**Data shown**
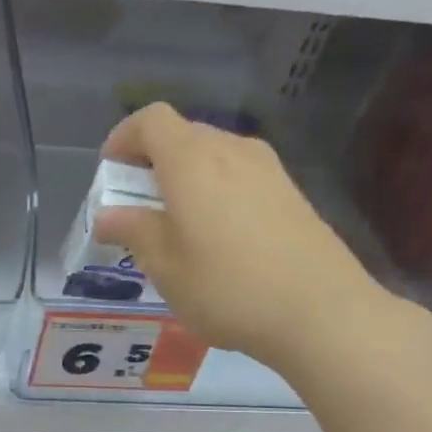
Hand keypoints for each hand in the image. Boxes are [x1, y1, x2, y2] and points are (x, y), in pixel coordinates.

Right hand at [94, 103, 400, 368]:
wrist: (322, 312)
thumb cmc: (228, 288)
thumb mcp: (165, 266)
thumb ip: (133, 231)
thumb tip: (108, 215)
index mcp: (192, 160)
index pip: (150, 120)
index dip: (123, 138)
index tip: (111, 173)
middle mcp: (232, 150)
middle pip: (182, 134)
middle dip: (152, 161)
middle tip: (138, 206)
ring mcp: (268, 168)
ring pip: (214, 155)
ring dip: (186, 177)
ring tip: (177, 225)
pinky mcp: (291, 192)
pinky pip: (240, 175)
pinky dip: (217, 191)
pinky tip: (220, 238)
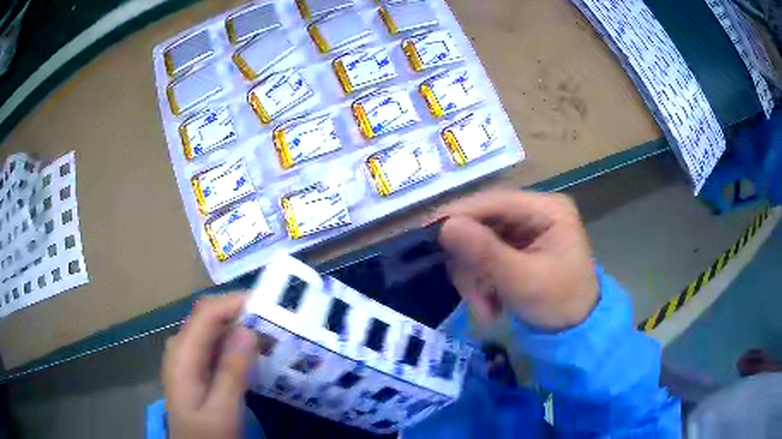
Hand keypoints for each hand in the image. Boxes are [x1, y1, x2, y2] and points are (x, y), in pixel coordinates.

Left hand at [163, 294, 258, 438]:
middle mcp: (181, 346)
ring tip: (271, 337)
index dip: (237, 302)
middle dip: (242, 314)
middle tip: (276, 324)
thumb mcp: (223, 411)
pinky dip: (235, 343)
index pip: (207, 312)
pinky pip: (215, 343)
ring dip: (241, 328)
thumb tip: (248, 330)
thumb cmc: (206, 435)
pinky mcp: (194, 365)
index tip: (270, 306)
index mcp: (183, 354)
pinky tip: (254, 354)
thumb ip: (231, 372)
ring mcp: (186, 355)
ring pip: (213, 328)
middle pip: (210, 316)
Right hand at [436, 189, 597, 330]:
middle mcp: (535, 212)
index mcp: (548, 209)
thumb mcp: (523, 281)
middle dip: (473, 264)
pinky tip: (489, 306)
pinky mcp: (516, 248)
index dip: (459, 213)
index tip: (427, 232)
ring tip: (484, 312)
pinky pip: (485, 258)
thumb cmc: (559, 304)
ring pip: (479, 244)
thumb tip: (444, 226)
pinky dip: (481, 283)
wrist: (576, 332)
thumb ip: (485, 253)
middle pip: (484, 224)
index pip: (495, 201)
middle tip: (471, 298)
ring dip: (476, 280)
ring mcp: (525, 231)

**Brief**
Your copy should hold each line above exactly and no pictures at all.

**Reply to the task**
Hand keypoints for each hand in the image. Boxes are [x1, y1, x2, y2] and points are (x, y), in pixel coordinates.

Right hand at [94, 103, 400, 368]:
wrist: (322, 312)
thumb cmc: (228, 288)
thumb mcp: (165, 266)
thumb ip: (133, 231)
thumb tip: (108, 215)
index mcp: (192, 160)
index pip: (150, 120)
index dip: (123, 138)
index tip: (111, 173)
middle mcp: (232, 150)
middle pip: (182, 134)
middle dip: (152, 161)
middle tip: (138, 206)
ring mcp: (268, 168)
ring pip: (214, 155)
ring dip: (186, 177)
ring tip: (177, 225)
pinky mcp: (291, 192)
pinky pip: (240, 175)
pinky dip: (217, 191)
pinky tip: (220, 238)
Hand keypoints for each hand in the image. Boxes are [x1, y1, x2, y2] and points are (x, y), in pixel coordinates.

Left hand at [163, 294, 258, 438]:
middle mcp: (181, 346)
ring tip: (271, 337)
index dip: (237, 302)
middle dip: (242, 314)
middle tip: (276, 324)
thumb mcp: (223, 411)
pinky dip: (235, 343)
index pip: (207, 312)
pinky pip: (215, 343)
ring dip: (241, 328)
thumb tip: (248, 330)
thumb cmc: (206, 435)
pinky mcp: (194, 365)
index tip: (270, 306)
index mcp: (183, 354)
pinky tip: (254, 354)
thumb ip: (231, 372)
ring mcp: (186, 355)
ring pip: (213, 328)
middle pip: (210, 316)
Right hand at [436, 189, 597, 330]:
middle mcp: (535, 212)
index mcp: (548, 209)
thumb mcp: (523, 281)
middle dip: (473, 264)
pinky tip: (489, 306)
pinky mcp: (516, 248)
index dip: (459, 213)
index tip: (427, 232)
ring tip: (484, 312)
pinky pip: (485, 258)
thumb cmc: (559, 304)
ring pip: (479, 244)
thumb tip: (444, 226)
pinky dip: (481, 283)
wrist: (576, 332)
thumb ip: (485, 253)
middle pip: (484, 224)
index pip: (495, 201)
middle tip: (471, 298)
ring dip: (476, 280)
ring mcp: (525, 231)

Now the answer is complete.